● **ASSIGNMENT**
The records that appear below are to be restated word for word.

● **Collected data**
>>>>
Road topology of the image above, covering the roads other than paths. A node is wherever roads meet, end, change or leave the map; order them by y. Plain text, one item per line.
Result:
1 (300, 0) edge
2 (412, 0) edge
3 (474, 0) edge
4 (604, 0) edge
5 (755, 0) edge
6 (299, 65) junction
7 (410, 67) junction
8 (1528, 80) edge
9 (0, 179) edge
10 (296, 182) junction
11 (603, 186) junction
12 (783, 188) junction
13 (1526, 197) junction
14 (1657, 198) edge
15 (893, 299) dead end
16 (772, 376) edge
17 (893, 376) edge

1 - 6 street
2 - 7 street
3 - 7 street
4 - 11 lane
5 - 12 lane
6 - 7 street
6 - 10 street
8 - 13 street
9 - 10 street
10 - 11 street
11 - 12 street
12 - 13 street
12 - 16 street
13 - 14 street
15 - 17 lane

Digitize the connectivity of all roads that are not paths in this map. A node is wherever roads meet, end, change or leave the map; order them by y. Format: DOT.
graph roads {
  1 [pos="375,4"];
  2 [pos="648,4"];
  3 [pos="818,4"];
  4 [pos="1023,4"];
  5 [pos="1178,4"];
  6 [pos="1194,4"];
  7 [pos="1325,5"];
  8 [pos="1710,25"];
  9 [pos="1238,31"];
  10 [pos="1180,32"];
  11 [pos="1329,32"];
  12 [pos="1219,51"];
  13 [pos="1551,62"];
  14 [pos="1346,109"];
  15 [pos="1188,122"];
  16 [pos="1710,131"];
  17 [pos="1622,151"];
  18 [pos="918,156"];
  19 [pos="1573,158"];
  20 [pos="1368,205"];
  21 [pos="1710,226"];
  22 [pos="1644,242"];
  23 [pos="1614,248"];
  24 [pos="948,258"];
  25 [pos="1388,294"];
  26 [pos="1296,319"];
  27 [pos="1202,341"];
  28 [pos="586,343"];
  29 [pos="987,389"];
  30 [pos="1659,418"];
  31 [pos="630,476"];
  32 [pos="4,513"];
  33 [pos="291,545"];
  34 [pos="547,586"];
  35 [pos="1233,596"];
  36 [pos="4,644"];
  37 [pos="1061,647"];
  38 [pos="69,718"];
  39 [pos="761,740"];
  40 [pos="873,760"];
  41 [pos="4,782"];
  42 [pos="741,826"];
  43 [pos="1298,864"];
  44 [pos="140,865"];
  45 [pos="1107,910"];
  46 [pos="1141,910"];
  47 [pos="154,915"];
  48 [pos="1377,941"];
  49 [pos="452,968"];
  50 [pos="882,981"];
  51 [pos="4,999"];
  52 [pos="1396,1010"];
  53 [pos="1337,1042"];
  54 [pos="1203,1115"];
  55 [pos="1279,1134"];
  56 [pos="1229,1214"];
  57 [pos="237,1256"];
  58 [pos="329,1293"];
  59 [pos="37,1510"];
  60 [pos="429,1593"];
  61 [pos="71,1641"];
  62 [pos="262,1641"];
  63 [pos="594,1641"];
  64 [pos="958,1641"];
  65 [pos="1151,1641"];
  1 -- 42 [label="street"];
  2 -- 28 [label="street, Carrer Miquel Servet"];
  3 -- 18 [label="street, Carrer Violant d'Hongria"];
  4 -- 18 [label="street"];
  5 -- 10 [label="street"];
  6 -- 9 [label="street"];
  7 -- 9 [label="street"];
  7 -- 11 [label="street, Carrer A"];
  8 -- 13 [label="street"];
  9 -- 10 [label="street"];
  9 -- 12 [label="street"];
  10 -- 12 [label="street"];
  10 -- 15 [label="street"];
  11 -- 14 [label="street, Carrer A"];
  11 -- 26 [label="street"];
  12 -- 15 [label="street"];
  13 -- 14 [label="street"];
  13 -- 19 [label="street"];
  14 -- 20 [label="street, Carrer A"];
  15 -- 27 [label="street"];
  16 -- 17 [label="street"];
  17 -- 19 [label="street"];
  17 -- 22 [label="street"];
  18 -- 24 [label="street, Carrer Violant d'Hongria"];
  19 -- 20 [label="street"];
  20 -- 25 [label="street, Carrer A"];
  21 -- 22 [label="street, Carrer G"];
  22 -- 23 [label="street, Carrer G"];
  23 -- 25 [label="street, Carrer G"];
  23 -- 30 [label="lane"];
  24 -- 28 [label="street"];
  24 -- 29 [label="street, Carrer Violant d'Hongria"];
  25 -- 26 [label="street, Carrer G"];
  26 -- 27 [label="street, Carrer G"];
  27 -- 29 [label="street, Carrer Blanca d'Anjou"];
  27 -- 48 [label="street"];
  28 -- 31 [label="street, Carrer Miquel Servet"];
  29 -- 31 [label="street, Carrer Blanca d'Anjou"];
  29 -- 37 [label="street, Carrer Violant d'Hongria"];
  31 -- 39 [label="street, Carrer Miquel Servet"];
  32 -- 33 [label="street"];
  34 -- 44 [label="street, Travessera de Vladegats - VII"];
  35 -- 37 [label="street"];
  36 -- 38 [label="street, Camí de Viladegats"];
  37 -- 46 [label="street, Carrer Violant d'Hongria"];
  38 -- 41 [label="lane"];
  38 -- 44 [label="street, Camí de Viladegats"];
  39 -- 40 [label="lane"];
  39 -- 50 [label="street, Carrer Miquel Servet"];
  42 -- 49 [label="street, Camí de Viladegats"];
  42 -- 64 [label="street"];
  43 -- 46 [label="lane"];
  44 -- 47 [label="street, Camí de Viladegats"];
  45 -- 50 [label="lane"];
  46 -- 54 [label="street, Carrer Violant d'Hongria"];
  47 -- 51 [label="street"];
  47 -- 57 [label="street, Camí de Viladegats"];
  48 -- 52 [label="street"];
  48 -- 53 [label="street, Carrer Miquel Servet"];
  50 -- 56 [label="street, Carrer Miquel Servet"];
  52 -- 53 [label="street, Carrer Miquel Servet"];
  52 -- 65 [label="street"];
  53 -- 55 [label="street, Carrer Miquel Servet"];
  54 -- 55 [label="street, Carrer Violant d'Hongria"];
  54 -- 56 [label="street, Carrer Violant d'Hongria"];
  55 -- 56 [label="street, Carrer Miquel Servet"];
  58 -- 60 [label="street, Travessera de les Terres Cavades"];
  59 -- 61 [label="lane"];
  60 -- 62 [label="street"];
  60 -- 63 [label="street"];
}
<<<<
● **YOUR SOLUTION**
Road topology of the image above, covering the roads other than paths. A node is wherever roads meet, end, change or leave the map; order them by y. Plain text, one item per line.
Result:
1 (300, 0) edge
2 (412, 0) edge
3 (474, 0) edge
4 (604, 0) edge
5 (755, 0) edge
6 (299, 65) junction
7 (410, 67) junction
8 (1528, 80) edge
9 (0, 179) edge
10 (296, 182) junction
11 (603, 186) junction
12 (783, 188) junction
13 (1526, 197) junction
14 (1657, 198) edge
15 (893, 299) dead end
16 (772, 376) edge
17 (893, 376) edge

1 - 6 street
2 - 7 street
3 - 7 street
4 - 11 lane
5 - 12 lane
6 - 7 street
6 - 10 street
8 - 13 street
9 - 10 street
10 - 11 street
11 - 12 street
12 - 13 street
12 - 16 street
13 - 14 street
15 - 17 lane

Digitize the connectivity of all roads that are not paths in this map. A node is wherever roads meet, end, change or leave the map; order them by y. Format: DOT.
graph roads {
  1 [pos="375,4"];
  2 [pos="648,4"];
  3 [pos="818,4"];
  4 [pos="1023,4"];
  5 [pos="1178,4"];
  6 [pos="1194,4"];
  7 [pos="1325,5"];
  8 [pos="1710,25"];
  9 [pos="1238,31"];
  10 [pos="1180,32"];
  11 [pos="1329,32"];
  12 [pos="1219,51"];
  13 [pos="1551,62"];
  14 [pos="1346,109"];
  15 [pos="1188,122"];
  16 [pos="1710,131"];
  17 [pos="1622,151"];
  18 [pos="918,156"];
  19 [pos="1573,158"];
  20 [pos="1368,205"];
  21 [pos="1710,226"];
  22 [pos="1644,242"];
  23 [pos="1614,248"];
  24 [pos="948,258"];
  25 [pos="1388,294"];
  26 [pos="1296,319"];
  27 [pos="1202,341"];
  28 [pos="586,343"];
  29 [pos="987,389"];
  30 [pos="1659,418"];
  31 [pos="630,476"];
  32 [pos="4,513"];
  33 [pos="291,545"];
  34 [pos="547,586"];
  35 [pos="1233,596"];
  36 [pos="4,644"];
  37 [pos="1061,647"];
  38 [pos="69,718"];
  39 [pos="761,740"];
  40 [pos="873,760"];
  41 [pos="4,782"];
  42 [pos="741,826"];
  43 [pos="1298,864"];
  44 [pos="140,865"];
  45 [pos="1107,910"];
  46 [pos="1141,910"];
  47 [pos="154,915"];
  48 [pos="1377,941"];
  49 [pos="452,968"];
  50 [pos="882,981"];
  51 [pos="4,999"];
  52 [pos="1396,1010"];
  53 [pos="1337,1042"];
  54 [pos="1203,1115"];
  55 [pos="1279,1134"];
  56 [pos="1229,1214"];
  57 [pos="237,1256"];
  58 [pos="329,1293"];
  59 [pos="37,1510"];
  60 [pos="429,1593"];
  61 [pos="71,1641"];
  62 [pos="262,1641"];
  63 [pos="594,1641"];
  64 [pos="958,1641"];
  65 [pos="1151,1641"];
  1 -- 42 [label="street"];
  2 -- 28 [label="street, Carrer Miquel Servet"];
  3 -- 18 [label="street, Carrer Violant d'Hongria"];
  4 -- 18 [label="street"];
  5 -- 10 [label="street"];
  6 -- 9 [label="street"];
  7 -- 9 [label="street"];
  7 -- 11 [label="street, Carrer A"];
  8 -- 13 [label="street"];
  9 -- 10 [label="street"];
  9 -- 12 [label="street"];
  10 -- 12 [label="street"];
  10 -- 15 [label="street"];
  11 -- 14 [label="street, Carrer A"];
  11 -- 26 [label="street"];
  12 -- 15 [label="street"];
  13 -- 14 [label="street"];
  13 -- 19 [label="street"];
  14 -- 20 [label="street, Carrer A"];
  15 -- 27 [label="street"];
  16 -- 17 [label="street"];
  17 -- 19 [label="street"];
  17 -- 22 [label="street"];
  18 -- 24 [label="street, Carrer Violant d'Hongria"];
  19 -- 20 [label="street"];
  20 -- 25 [label="street, Carrer A"];
  21 -- 22 [label="street, Carrer G"];
  22 -- 23 [label="street, Carrer G"];
  23 -- 25 [label="street, Carrer G"];
  23 -- 30 [label="lane"];
  24 -- 28 [label="street"];
  24 -- 29 [label="street, Carrer Violant d'Hongria"];
  25 -- 26 [label="street, Carrer G"];
  26 -- 27 [label="street, Carrer G"];
  27 -- 29 [label="street, Carrer Blanca d'Anjou"];
  27 -- 48 [label="street"];
  28 -- 31 [label="street, Carrer Miquel Servet"];
  29 -- 31 [label="street, Carrer Blanca d'Anjou"];
  29 -- 37 [label="street, Carrer Violant d'Hongria"];
  31 -- 39 [label="street, Carrer Miquel Servet"];
  32 -- 33 [label="street"];
  34 -- 44 [label="street, Travessera de Vladegats - VII"];
  35 -- 37 [label="street"];
  36 -- 38 [label="street, Camí de Viladegats"];
  37 -- 46 [label="street, Carrer Violant d'Hongria"];
  38 -- 41 [label="lane"];
  38 -- 44 [label="street, Camí de Viladegats"];
  39 -- 40 [label="lane"];
  39 -- 50 [label="street, Carrer Miquel Servet"];
  42 -- 49 [label="street, Camí de Viladegats"];
  42 -- 64 [label="street"];
  43 -- 46 [label="lane"];
  44 -- 47 [label="street, Camí de Viladegats"];
  45 -- 50 [label="lane"];
  46 -- 54 [label="street, Carrer Violant d'Hongria"];
  47 -- 51 [label="street"];
  47 -- 57 [label="street, Camí de Viladegats"];
  48 -- 52 [label="street"];
  48 -- 53 [label="street, Carrer Miquel Servet"];
  50 -- 56 [label="street, Carrer Miquel Servet"];
  52 -- 53 [label="street, Carrer Miquel Servet"];
  52 -- 65 [label="street"];
  53 -- 55 [label="street, Carrer Miquel Servet"];
  54 -- 55 [label="street, Carrer Violant d'Hongria"];
  54 -- 56 [label="street, Carrer Violant d'Hongria"];
  55 -- 56 [label="street, Carrer Miquel Servet"];
  58 -- 60 [label="street, Travessera de les Terres Cavades"];
  59 -- 61 [label="lane"];
  60 -- 62 [label="street"];
  60 -- 63 [label="street"];
}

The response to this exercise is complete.